In your version, there seems to be a little off balance between the drums and that guitar.

The only other thing is your voice (which is quite nice by the way) does not sound like it's with the band. I mean, it's sound like it was plastered over the band, it's not a part of it. But that is probably normal at this stage of your recording.

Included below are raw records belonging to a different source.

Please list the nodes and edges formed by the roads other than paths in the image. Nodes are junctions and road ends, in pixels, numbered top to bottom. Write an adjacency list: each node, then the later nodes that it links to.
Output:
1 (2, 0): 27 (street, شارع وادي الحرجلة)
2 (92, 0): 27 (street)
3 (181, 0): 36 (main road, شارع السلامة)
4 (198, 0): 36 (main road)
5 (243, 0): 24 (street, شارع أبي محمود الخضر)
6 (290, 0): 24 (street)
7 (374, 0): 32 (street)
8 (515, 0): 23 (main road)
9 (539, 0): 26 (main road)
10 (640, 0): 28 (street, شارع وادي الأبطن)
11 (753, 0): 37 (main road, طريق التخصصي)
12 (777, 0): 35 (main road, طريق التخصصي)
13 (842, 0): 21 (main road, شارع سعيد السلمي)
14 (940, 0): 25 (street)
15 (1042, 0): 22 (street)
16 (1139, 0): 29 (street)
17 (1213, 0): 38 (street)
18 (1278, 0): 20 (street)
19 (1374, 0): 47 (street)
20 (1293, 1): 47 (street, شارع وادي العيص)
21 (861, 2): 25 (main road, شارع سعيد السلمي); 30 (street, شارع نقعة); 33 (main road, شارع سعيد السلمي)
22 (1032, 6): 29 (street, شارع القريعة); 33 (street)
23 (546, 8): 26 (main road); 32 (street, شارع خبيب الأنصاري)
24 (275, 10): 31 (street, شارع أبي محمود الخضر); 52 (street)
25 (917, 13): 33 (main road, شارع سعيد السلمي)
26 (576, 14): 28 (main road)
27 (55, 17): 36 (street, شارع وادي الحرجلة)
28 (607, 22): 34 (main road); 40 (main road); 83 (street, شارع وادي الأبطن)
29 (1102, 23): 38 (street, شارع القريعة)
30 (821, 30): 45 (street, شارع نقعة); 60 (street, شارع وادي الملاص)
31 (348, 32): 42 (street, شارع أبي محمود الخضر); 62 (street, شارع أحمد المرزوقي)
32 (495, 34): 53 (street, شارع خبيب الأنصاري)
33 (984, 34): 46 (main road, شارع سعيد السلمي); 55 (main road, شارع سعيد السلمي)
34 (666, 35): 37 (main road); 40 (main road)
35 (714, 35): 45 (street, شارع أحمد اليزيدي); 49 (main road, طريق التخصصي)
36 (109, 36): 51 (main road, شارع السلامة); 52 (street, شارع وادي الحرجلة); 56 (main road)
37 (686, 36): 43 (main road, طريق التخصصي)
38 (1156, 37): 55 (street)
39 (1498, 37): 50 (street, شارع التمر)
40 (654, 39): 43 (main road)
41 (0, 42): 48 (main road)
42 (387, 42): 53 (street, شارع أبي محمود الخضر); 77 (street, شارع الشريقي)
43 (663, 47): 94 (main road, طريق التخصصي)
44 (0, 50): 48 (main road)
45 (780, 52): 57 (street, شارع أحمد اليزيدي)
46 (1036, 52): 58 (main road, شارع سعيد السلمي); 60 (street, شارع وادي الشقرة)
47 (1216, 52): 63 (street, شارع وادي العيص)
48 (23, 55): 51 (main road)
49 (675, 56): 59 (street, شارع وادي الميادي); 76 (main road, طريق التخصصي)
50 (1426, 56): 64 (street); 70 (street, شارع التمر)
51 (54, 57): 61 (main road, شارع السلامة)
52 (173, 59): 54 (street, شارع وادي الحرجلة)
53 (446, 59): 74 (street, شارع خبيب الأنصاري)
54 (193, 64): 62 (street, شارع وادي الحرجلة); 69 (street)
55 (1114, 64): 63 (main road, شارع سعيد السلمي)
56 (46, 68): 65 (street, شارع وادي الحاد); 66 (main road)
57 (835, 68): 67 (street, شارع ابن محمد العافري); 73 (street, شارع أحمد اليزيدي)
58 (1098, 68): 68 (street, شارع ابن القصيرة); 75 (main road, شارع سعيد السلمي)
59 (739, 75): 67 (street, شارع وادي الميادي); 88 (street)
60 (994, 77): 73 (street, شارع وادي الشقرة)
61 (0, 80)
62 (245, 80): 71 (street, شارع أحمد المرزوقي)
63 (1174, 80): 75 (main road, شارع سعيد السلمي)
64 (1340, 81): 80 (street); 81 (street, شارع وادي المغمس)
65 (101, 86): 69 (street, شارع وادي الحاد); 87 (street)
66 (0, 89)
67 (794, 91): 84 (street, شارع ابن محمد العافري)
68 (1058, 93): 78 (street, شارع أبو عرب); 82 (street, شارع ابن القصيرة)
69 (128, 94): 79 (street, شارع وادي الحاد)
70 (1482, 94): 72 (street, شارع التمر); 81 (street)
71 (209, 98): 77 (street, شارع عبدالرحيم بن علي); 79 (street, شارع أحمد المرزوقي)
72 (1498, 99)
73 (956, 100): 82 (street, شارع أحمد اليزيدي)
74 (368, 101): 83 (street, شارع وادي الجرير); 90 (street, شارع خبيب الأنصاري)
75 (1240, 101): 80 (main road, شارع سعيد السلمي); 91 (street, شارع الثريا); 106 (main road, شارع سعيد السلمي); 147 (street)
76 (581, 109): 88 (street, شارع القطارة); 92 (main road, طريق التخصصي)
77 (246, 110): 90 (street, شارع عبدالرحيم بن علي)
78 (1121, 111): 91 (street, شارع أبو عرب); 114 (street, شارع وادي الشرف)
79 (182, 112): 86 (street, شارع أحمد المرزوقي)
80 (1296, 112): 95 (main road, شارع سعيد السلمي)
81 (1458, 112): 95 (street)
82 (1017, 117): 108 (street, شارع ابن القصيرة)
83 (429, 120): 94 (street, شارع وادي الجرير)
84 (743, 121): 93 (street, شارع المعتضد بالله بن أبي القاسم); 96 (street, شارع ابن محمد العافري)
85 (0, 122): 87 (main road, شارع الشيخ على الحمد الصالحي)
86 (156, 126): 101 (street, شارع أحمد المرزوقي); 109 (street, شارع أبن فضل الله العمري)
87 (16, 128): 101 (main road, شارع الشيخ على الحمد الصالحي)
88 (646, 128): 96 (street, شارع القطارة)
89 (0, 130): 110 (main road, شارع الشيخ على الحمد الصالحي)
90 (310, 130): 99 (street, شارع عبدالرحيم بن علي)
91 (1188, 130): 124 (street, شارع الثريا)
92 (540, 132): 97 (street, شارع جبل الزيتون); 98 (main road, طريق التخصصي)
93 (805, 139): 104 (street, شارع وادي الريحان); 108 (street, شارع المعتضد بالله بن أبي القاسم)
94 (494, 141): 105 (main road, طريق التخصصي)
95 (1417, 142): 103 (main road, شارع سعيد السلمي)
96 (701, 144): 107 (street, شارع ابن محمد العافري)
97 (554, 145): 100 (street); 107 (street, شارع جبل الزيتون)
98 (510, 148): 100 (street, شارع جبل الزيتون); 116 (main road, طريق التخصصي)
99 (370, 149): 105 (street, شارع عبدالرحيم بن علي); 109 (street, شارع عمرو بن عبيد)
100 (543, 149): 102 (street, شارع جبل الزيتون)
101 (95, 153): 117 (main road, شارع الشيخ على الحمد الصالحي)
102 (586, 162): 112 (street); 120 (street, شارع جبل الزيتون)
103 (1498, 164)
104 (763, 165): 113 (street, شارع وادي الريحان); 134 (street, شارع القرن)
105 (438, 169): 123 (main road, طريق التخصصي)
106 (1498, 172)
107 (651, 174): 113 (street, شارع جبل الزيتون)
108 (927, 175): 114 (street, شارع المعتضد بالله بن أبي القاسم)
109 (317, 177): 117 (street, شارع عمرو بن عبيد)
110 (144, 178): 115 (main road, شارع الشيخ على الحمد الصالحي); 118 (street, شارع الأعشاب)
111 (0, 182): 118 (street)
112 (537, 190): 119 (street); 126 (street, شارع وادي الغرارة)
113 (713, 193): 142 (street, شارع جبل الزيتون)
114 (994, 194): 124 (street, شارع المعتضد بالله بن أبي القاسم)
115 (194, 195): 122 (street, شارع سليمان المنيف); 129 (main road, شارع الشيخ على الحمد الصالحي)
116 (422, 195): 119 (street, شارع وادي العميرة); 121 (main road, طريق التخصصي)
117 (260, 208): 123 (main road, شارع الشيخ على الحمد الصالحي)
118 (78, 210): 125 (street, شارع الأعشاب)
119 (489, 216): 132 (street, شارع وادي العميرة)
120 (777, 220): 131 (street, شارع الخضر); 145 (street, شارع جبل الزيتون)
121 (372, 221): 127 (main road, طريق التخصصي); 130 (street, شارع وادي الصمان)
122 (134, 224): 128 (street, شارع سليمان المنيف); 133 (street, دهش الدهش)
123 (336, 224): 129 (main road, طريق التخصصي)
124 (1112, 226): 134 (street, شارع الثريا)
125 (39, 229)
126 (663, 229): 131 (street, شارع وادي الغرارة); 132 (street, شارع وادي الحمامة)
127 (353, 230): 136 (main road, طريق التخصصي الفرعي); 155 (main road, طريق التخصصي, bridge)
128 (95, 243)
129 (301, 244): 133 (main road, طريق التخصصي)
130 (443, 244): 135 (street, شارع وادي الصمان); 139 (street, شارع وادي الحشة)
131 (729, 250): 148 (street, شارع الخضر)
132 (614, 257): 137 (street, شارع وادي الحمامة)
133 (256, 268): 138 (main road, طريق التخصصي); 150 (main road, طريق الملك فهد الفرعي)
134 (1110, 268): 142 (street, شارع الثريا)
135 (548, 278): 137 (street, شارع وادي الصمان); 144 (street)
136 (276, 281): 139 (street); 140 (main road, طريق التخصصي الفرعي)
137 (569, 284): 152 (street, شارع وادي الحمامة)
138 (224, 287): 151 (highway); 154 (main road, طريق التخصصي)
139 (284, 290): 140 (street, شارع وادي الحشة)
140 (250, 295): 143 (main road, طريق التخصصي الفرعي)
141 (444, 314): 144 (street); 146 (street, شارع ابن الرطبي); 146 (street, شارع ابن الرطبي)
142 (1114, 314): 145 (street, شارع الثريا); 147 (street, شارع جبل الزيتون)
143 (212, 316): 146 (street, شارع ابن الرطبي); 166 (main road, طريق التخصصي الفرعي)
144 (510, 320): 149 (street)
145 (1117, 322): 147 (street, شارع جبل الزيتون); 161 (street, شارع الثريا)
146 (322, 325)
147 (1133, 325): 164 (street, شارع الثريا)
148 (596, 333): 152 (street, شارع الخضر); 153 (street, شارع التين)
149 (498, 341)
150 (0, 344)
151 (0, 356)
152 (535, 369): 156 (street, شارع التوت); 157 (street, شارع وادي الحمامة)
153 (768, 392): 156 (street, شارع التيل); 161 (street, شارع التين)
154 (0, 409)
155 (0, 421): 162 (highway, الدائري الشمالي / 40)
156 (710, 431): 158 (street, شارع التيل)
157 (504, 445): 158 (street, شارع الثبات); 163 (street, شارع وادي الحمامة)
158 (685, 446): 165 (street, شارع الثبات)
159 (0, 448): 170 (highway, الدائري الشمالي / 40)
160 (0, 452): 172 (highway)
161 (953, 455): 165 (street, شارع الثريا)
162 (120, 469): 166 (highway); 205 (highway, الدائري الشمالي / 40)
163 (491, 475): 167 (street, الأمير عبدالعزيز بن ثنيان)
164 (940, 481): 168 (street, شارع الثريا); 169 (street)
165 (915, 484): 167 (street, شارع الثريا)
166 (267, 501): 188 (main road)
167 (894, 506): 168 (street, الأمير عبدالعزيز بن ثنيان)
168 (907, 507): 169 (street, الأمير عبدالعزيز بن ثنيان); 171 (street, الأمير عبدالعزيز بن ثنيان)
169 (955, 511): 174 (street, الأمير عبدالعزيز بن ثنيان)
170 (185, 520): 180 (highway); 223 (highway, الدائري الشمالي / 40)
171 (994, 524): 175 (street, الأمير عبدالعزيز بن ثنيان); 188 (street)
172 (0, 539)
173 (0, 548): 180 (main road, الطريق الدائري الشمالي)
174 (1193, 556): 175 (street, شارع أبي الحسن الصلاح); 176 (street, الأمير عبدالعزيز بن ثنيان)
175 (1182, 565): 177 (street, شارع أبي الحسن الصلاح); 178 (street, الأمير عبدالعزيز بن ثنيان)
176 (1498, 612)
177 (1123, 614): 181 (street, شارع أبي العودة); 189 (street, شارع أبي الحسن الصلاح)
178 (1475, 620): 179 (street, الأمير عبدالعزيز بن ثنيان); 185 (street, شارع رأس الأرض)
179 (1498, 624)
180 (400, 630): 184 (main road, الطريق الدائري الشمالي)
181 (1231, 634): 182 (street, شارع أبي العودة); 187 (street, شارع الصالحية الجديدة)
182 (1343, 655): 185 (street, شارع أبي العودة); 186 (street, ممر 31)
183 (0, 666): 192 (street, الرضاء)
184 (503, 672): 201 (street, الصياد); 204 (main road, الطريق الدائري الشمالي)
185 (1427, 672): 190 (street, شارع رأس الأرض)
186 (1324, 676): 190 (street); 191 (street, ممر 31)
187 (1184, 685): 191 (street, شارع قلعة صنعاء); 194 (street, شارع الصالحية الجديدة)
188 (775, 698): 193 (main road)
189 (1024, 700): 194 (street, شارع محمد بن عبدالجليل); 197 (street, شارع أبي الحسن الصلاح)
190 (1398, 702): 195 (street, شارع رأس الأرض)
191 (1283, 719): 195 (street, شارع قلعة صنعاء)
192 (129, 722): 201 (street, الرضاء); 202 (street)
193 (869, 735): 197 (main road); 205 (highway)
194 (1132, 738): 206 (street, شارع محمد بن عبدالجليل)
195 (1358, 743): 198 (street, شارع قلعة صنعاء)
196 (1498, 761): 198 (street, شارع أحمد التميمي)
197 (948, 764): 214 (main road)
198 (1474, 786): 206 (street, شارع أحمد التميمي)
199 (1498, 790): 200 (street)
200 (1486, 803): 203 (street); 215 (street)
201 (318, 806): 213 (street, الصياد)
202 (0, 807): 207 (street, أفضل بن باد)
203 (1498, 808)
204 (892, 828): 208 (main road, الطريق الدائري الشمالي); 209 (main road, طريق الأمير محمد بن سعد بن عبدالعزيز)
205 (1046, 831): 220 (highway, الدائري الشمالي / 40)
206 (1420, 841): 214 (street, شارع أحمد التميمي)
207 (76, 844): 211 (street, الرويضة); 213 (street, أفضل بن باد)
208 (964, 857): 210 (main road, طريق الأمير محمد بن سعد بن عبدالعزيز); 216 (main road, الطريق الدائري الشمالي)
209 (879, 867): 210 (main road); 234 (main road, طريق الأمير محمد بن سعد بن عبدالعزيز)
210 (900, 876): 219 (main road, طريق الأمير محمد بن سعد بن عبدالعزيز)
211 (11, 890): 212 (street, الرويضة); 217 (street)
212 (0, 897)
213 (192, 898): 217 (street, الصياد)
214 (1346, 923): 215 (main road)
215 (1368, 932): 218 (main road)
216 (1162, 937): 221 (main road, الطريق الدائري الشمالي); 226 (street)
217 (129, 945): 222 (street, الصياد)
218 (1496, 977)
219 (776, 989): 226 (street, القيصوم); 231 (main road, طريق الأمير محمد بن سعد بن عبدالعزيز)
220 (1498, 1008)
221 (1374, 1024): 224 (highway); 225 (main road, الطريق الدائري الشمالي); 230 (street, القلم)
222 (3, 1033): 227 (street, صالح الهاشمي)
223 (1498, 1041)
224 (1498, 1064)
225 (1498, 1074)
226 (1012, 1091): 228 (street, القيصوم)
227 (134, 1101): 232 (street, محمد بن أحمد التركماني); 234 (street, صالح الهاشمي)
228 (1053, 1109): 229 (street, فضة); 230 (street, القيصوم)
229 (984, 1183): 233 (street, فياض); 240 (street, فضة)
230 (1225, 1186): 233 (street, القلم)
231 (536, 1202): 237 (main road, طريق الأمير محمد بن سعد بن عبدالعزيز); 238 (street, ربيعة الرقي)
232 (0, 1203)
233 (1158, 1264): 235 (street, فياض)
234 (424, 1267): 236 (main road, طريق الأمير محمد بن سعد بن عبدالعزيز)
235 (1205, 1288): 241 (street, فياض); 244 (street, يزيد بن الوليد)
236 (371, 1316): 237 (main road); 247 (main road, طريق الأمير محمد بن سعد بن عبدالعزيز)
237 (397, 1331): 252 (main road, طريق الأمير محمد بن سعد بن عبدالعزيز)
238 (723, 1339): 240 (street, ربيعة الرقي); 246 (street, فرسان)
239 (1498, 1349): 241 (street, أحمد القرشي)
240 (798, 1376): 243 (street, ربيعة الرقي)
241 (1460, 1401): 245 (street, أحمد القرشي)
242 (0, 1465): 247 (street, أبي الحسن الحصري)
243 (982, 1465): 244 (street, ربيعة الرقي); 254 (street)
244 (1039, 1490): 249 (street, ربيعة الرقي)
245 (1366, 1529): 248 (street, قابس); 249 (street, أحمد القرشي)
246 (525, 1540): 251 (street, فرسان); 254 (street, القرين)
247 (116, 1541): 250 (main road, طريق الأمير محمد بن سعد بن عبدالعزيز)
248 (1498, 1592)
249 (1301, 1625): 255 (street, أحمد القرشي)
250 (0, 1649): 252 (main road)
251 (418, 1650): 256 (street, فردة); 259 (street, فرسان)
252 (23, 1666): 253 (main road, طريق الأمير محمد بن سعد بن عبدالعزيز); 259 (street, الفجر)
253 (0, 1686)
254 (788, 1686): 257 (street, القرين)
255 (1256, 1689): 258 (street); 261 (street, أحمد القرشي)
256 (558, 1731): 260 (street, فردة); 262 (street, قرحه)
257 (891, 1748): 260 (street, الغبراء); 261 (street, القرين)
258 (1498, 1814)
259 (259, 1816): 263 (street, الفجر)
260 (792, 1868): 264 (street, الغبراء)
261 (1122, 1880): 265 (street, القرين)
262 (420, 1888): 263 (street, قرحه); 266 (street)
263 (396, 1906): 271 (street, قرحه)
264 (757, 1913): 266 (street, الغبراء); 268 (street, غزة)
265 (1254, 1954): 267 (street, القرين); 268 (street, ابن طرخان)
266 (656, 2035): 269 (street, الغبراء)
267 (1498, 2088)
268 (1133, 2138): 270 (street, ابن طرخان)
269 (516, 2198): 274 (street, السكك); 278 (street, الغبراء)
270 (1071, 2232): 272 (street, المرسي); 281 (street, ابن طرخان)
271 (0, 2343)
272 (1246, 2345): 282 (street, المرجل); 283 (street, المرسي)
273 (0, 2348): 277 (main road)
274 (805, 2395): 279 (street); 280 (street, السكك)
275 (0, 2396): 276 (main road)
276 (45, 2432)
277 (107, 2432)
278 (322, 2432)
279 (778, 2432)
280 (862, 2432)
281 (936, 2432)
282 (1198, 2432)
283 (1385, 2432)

Otherwise, a damn nice song very well played and put together.
Can't wait to hear the final cut.

Yves


----------



## davetcan (Feb 27, 2006)

Thanks Yves, that's what I was looking for. We know about the rhythm guitar (harder than it sounds to keep that beat btw) but that's also great feedback on the vocal. Cheers :food-smiley-004:


----------



## davetcan (Feb 27, 2006)

TheTallCoolOne said:


> The only other thing is your voice (which is quite nice by the way) does not sound like it's with the band. I mean, it's sound like it was plastered over the band, it's not a part of it. But that is probably normal at this stage of your recording.
> 
> Yves


Yves, any suggestions on what we can do about that? I recorded the vocals separately and sent them to Brian as an MP3, which he then imported in his mixing software. Hopefully he will register and chip in with what he did to come up with what we have so far.


----------



## lost_cause_bb (Aug 1, 2006)

Hi Yves, further to what Dave explained the vocals were compressed and centered in the mix. It would be helpful for me (a novice) if you could explain how to better connect the vocals with the rest of the mix. Are you talking about EQing a whole in the rhythm so it doesn't clash as much with the vocals?
thanks...

btw... I'm Brian


----------



## TheTallCoolOne (May 15, 2006)

lost_cause_bb said:


> Hi Yves, further to what Dave explained the vocals were compressed and centered in the mix. It would be helpful for me (a novice) if you could explain how to better connect the vocals with the rest of the mix. Are you talking about EQing a whole in the rhythm so it doesn't clash as much with the vocals?
> thanks...
> 
> btw... I'm Brian


Hi Brian, 
err... I'm no pro at it either and never recorded vocals or worked with some.
I'm sorry to say I don't have much to offer on this matter.
The only thing I can think of would be to add some reverb to the vocals, this seems to push back the sound a little and help to blend in.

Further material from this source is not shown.